I also think this is a good proposal. I wondered whether you have thought about ways to perhaps account for (or adjust for) other factors that might lead to population change, such as fluctuations in other coastal economies (like fishing, tourism) and fluctuations in job availability in regions near, but not on, the coast? (For example, if there are more jobs available a few hours from the coast, perhaps people will start to move there?). I thought you would also be interested in this book, which addresses many of the issues you discuss: http://lsupress.org/books/detail/louisiana-coastal-atlas/

vdtobias commented 7 years ago

I like that this proposal makes the connection between water levels and human factors such as demography and economics. I think this paper could make connections that are important from both an ecological perspective and a social science perspective. I'm thinking about it from the ecological perspective, but it seems like this could be a timely paper for broader discussions as well.

pvarelag commented 7 years ago

This project is very interesting and could provide important contributions to the understanding of human-nature interactions. To add on Yassin22's comment, part of the land loss across the GoM coast is also influenced by sediment starvation given the installation of multiple dams (most of them within the past 70 years referenced on the summary) on the rivers flowing towards the gulf. A good geoscientific approach to include the trade-off between eustatic changes, sediment control and landforms dynamics (e.g. subsidence) would be a good control to quantify the human impact on water level fluctuations.

samendrasherchan commented 7 years ago

This proposal aligns with #28 and #32

askolker commented 7 years ago

Thanks for the comments and feedback all. Kristen- your comment about other economic drivers of change is well taken, and certainly one we will have to consider moving forward. Yassin22 and pvarelag- the goal here is not to look into every possible cause of land loss (that's been done by other scientists in other locations) but instead to look more closely at how changes in the physical environment are influencing human populations in the area.

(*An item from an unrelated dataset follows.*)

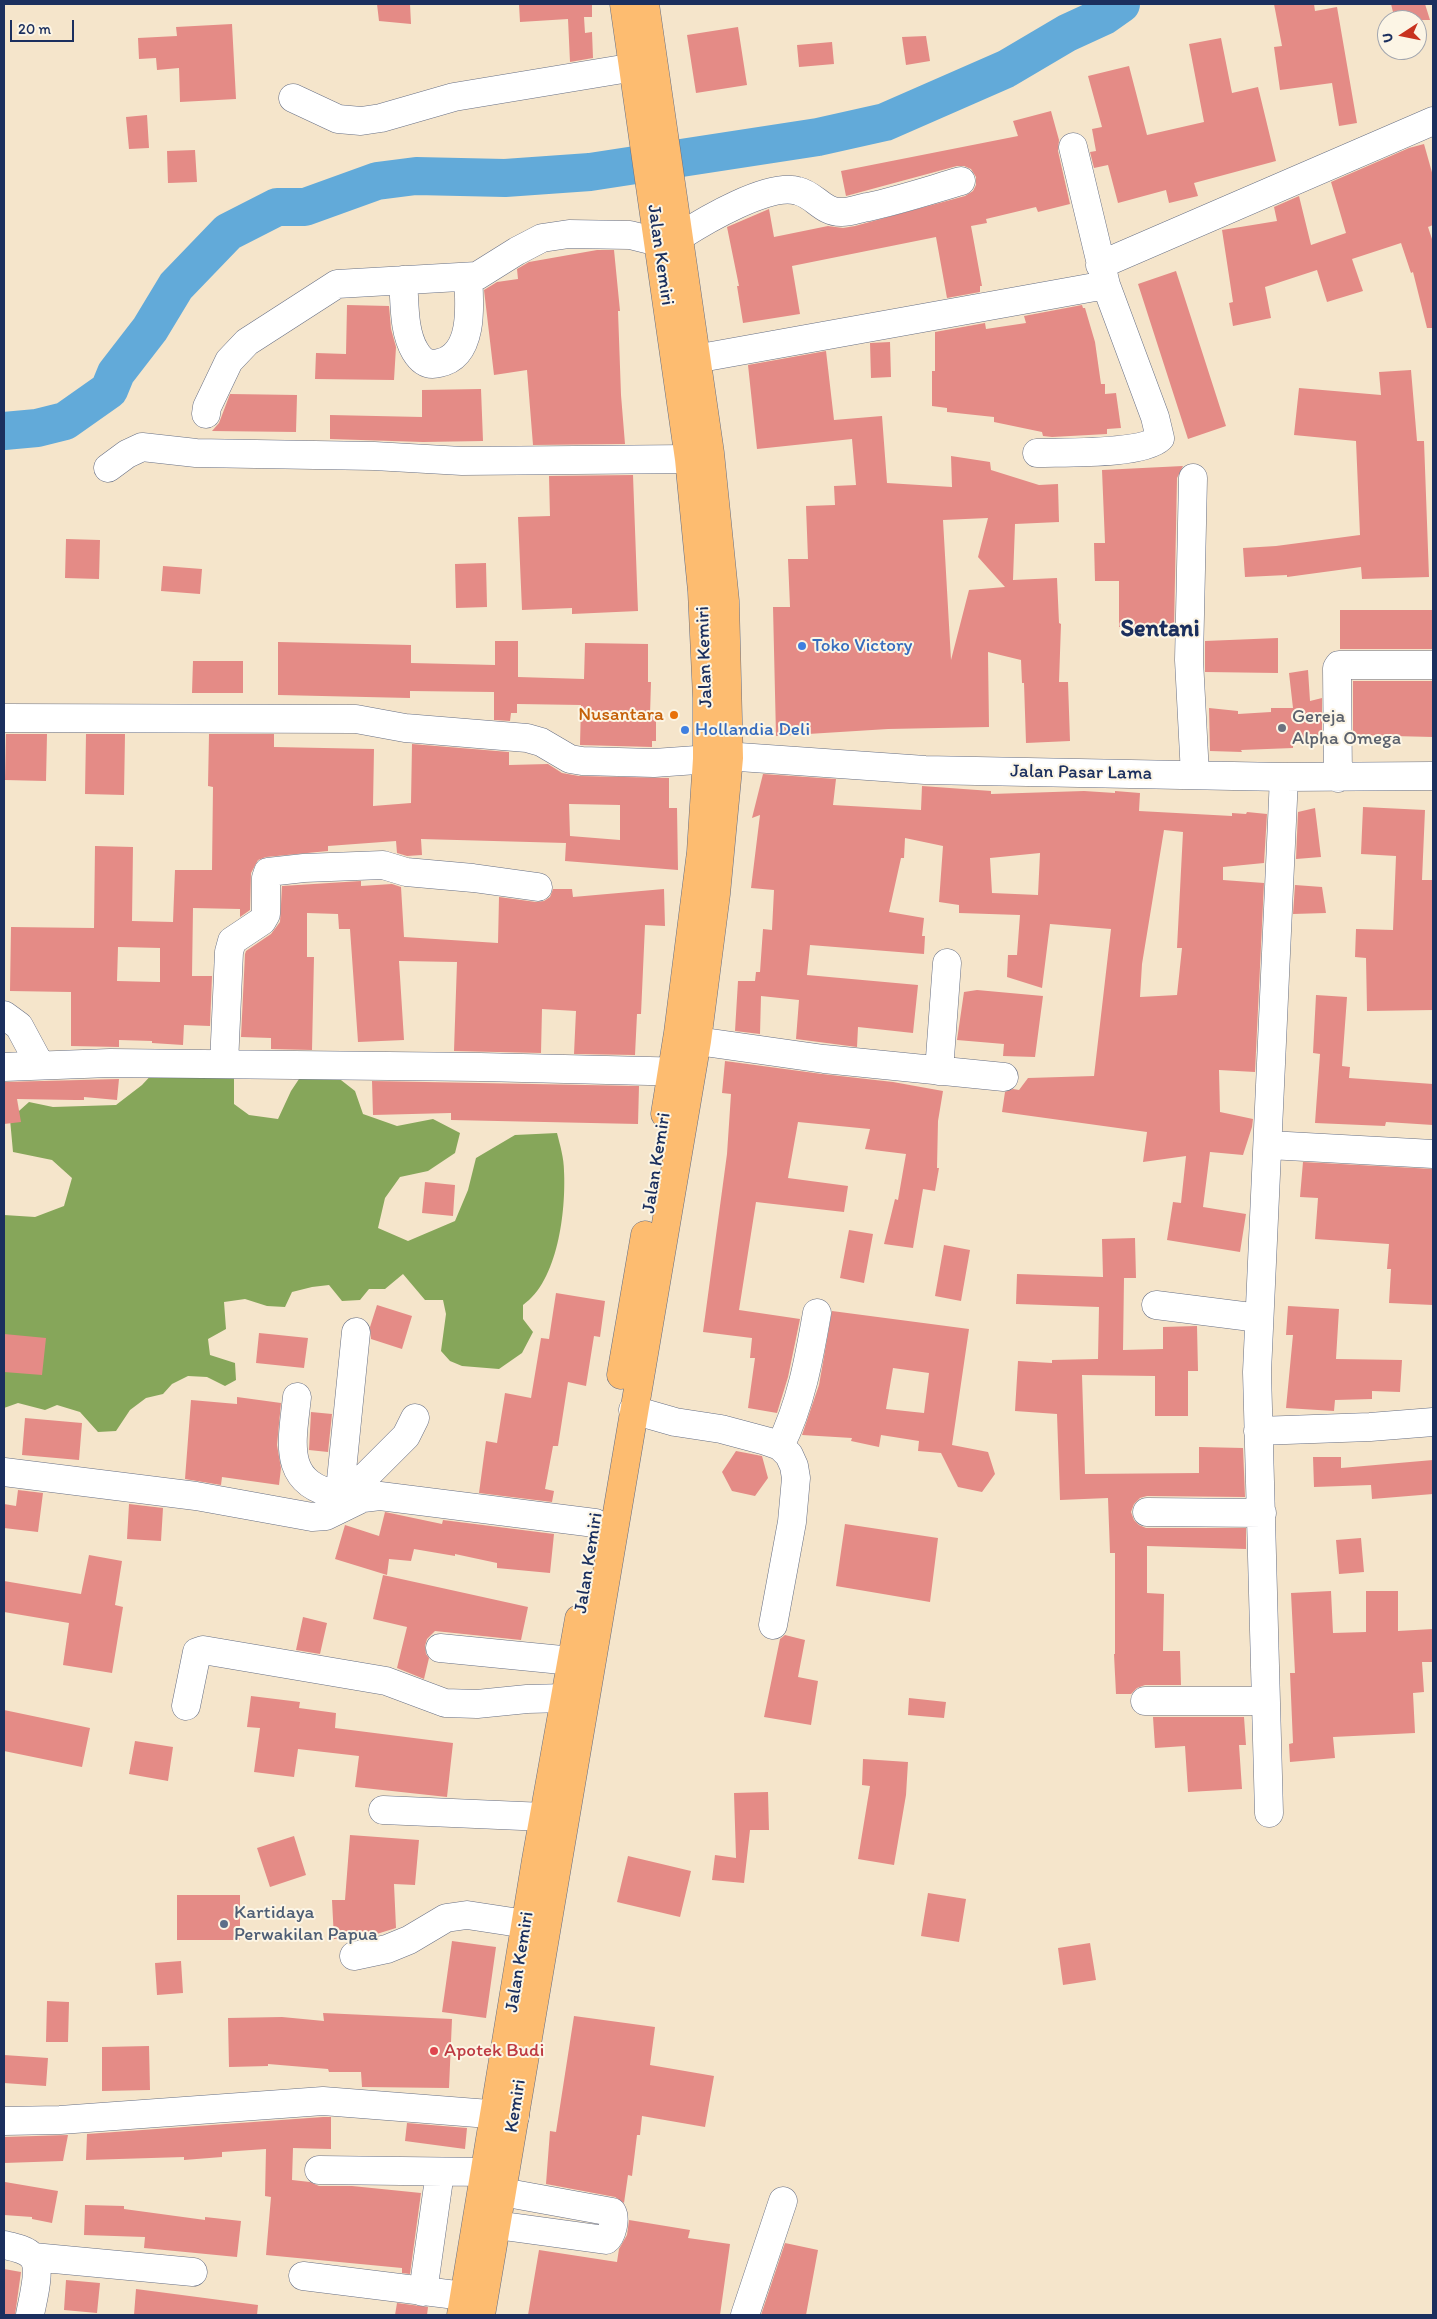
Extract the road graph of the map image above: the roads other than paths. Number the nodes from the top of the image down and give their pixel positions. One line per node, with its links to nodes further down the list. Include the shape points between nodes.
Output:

CourtneyPageTan commented 7 years ago

I really like this proposal! This proposal is an excellent complement to my proposal #29, which looks at communities in the Gulf who are both physically and socially vulnerable. There is some exciting research on social capital and climate change, but much work still needs to be done.*,** Communities with higher levels of social capital are capable of coping with disturbances and change to their environment. There is now data available that enables us to map indicators of bonding, bridging and linking social capital based on administrative units, such as block groups, census tracts, counties. By overlaying this data with environmental data that traces change and degradation over time, we can examine interactions of environment with social capital.

*Aldrich, D. P., Page, C. M., & Paul, C. (2016). Social Capital and Climate Change Adaptation. ORE Climate Science. **Adger, W. N. (2010). Social capital, collective action, and adaptation to climate change. In Der klimawandel (pp. 327-345). VS Verlag für Sozialwissenschaften

cnglaspie commented 7 years ago

I think this is a great project that can also benefit from perspectives of other course participants (like #29). I wonder if forest health metrics from proposal #9 could also be one of the response variables included in this type of analysis.

fawda123 commented 7 years ago

Merging this project (#11) with #28, #32, #34 makes the most sense to me, although the exact issue for data synthesis needs to be determined. Ecosystem services (#34) and sea level rise (#11) can be linked very well, and I particularly like the use of demographic data as a quick proxy for social data/change. It would not be too difficult to link the datasets described in this proposal with some of those described in the others, especially in the three-week time frame of the workshop. A temporal component to evaluate change over time would also be valuable and many of these datasets have information on an annual period.